Glances That Fall Like Sunshine

Considering that thing I posted yesterday about sarcasm and its morbid relationship to the gouging, ripping, and consuming of flesh, I thought it well that I continue my thoughts in a more uplifting manner today.

NOTE: In comments on yesterday’s post, I assured Josh that not every one of my Blog-Every-Day August posts will be of such a weighty nature. I do intend to indulge in my regular fluff and silliness; it’s just that these weightier things are on my mind right now. Welcome to my thoughts. ; )

But I, yet again, digress.

Delve Greedily and Deep

A few days ago, I came across the following poem excerpt, and it stuck with me:

It is difficult
to get the news
from poems
yet men die miserably every day
for lack
of what is found there.

~William Carlos Williams
in “Asphodel, That Greeny Flower”
1955

Mayhap in the future, I’ll write a whole post about the value of reading poetry, the purpose of poetry, the craft of poetry, and cetera. Believe me, there’s an entire book, nay, an encyclopedia of blogposts one could write on the subject. (Don’t worry, I won’t subject you to that much nerdery. [Or will I? {The plot sickens.}]) But for now, I’ll simply say this:

When a poet utilizes her artistry — when he intentionally and intensively creates a work of beauty and craftsmanship — the resulting work will contain a deep meaning beyond most things that most of us encounter in daily life. These are not soundbytes, flippant remarks, or 140-character snippets. These are words, phrases, and images that must be probed and pondered before their true meaning comes to light.

Williams wrote these words between 1952 and 1955. I’m sure they were accurate then; they’re certainly accurate now. In a world where “the news” is equal to whatever spin a particular media wants us to believe, finding The Truth is next to impossible. And every day, we collectively die a little more on the inside because we can’t (READ: won’t) take the time to set the misery aside, breathe, and delve more deeply to find the true essence of our own reality.

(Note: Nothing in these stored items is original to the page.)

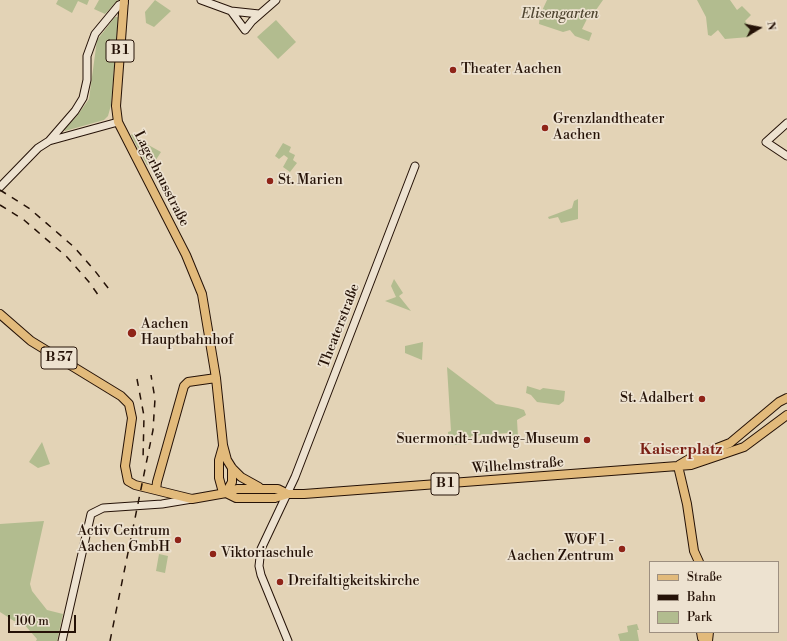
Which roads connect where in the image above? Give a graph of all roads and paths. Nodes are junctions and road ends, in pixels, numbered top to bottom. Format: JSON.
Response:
{"nodes":[{"id":1,"x":201,"y":0,"type":"edge"},
{"id":2,"x":276,"y":0,"type":"edge"},
{"id":3,"x":124,"y":1,"type":"edge"},
{"id":4,"x":231,"y":11,"type":"junction"},
{"id":5,"x":259,"y":14,"type":"junction"},
{"id":6,"x":118,"y":122,"type":"junction"},
{"id":7,"x":787,"y":123,"type":"edge"},
{"id":8,"x":787,"y":129,"type":"edge"},
{"id":9,"x":49,"y":140,"type":"junction"},
{"id":10,"x":766,"y":142,"type":"junction"},
{"id":11,"x":787,"y":156,"type":"edge"},
{"id":12,"x":415,"y":166,"type":"dead end"},
{"id":13,"x":0,"y":187,"type":"edge"},
{"id":14,"x":0,"y":314,"type":"edge"},
{"id":15,"x":216,"y":378,"type":"junction"},
{"id":16,"x":787,"y":398,"type":"edge"},
{"id":17,"x":787,"y":415,"type":"edge"},
{"id":18,"x":223,"y":445,"type":"junction"},
{"id":19,"x":678,"y":466,"type":"junction"},
{"id":20,"x":232,"y":468,"type":"junction"},
{"id":21,"x":261,"y":488,"type":"junction"},
{"id":22,"x":156,"y":490,"type":"junction"},
{"id":23,"x":226,"y":493,"type":"junction"},
{"id":24,"x":288,"y":494,"type":"junction"},
{"id":25,"x":192,"y":499,"type":"junction"},
{"id":26,"x":694,"y":551,"type":"junction"},
{"id":27,"x":692,"y":561,"type":"edge"},
{"id":28,"x":699,"y":561,"type":"edge"},
{"id":29,"x":701,"y":633,"type":"edge"},
{"id":30,"x":62,"y":641,"type":"edge"},
{"id":31,"x":288,"y":641,"type":"edge"},
{"id":32,"x":707,"y":641,"type":"edge"}],
"edges":[{"from":1,"to":4,"type":"street"},
{"from":2,"to":5,"type":"street"},
{"from":3,"to":6,"type":"main road","name":"Lagerhausstraße","number":"B 1"},
{"from":3,"to":9,"type":"street"},
{"from":4,"to":5,"type":"street"},
{"from":4,"to":5,"type":"street"},
{"from":6,"to":9,"type":"street"},
{"from":6,"to":15,"type":"main road","name":"Lagerhausstraße","number":"B 1"},
{"from":7,"to":10,"type":"street"},
{"from":8,"to":10,"type":"street"},
{"from":9,"to":13,"type":"street"},
{"from":10,"to":11,"type":"street"},
{"from":12,"to":24,"type":"street","name":"Theaterstraße"},
{"from":14,"to":22,"type":"main road","number":"B 57"},
{"from":15,"to":18,"type":"main road","number":"B 1"},
{"from":15,"to":22,"type":"main road"},
{"from":16,"to":19,"type":"main road","number":"B 1"},
{"from":17,"to":19,"type":"main road","number":"B 1"},
{"from":18,"to":20,"type":"main road","number":"B 1"},
{"from":18,"to":23,"type":"main road","number":"B 1"},
{"from":19,"to":24,"type":"main road","name":"Wilhelmstraße","number":"B 1"},
{"from":19,"to":26,"type":"main road"},
{"from":20,"to":21,"type":"main road","number":"B 1"},
{"from":20,"to":23,"type":"main road"},
{"from":21,"to":23,"type":"main road"},
{"from":21,"to":24,"type":"main road","number":"B 1"},
{"from":22,"to":25,"type":"main road","number":"B 57"},
{"from":23,"to":24,"type":"main road","number":"B 1"},
{"from":23,"to":25,"type":"main road","number":"B 57"},
{"from":24,"to":31,"type":"street","name":"Theaterstraße"},
{"from":25,"to":30,"type":"street"},
{"from":26,"to":27,"type":"main road"},
{"from":26,"to":28,"type":"main road"},
{"from":29,"to":32,"type":"main road"}]}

Brighten the Corner Where You Are

As I think of seeking out and discovering The Truth via poetry, I think of two poems in particular. This first one is new to me. Its first stanza makes my heart soar and my spirit rejoice, because there’s so much hope and vibrance in it. The second stanza sobers me, because it’s a reminder of what I wrote yesterday: that I have a responsibility for the words I say.

We are all connected; I believe this without doubt; and since I believe it, I have a responsibility to act on it. One of the ways I must act on it is by “bringing the sunshine.”

But here, I’ll let George Eliot say it better than I can:

 

 

Count That Day Lost

If you sit down at set of sun
And count the acts that you have done,
And, counting, find
One self-denying deed, one word
That eased the heart of him who heard,
One glance most kind
That fell like sunshine where it went —
Then you may count that day well spent.

But if, through all the livelong day,
You’ve cheered no heart, by yea or nay —
If, through it all
You’ve nothing done that you can trace
That brought the sunshine to one face —
No act most small
That helped some soul and nothing cost —
Then count that day as worse than lost.

~ George Eliot

The second poem I’ve thought of is one of my ever-favorites:

What Is Success?

What is success?
To laugh often and much;
To win the respect of intelligent people
and the affection of children;
To earn the appreciation of honest critics
and endure the betrayal of false friends;
To appreciate beauty;
To find the best in others;
To leave the world a bit better, whether by
a healthy child, a garden patch
or a redeemed social condition;
To know even one life has breathed
easier because you have lived;
This is to have succeeded.

~ Ralph Waldo Emerson

All of which I relate back to this:

“Brighten the corner where you are, and you will light the world.”
~ Dean Koontz

“You should be a light for other people. …Do to others what you would want them to do to you.”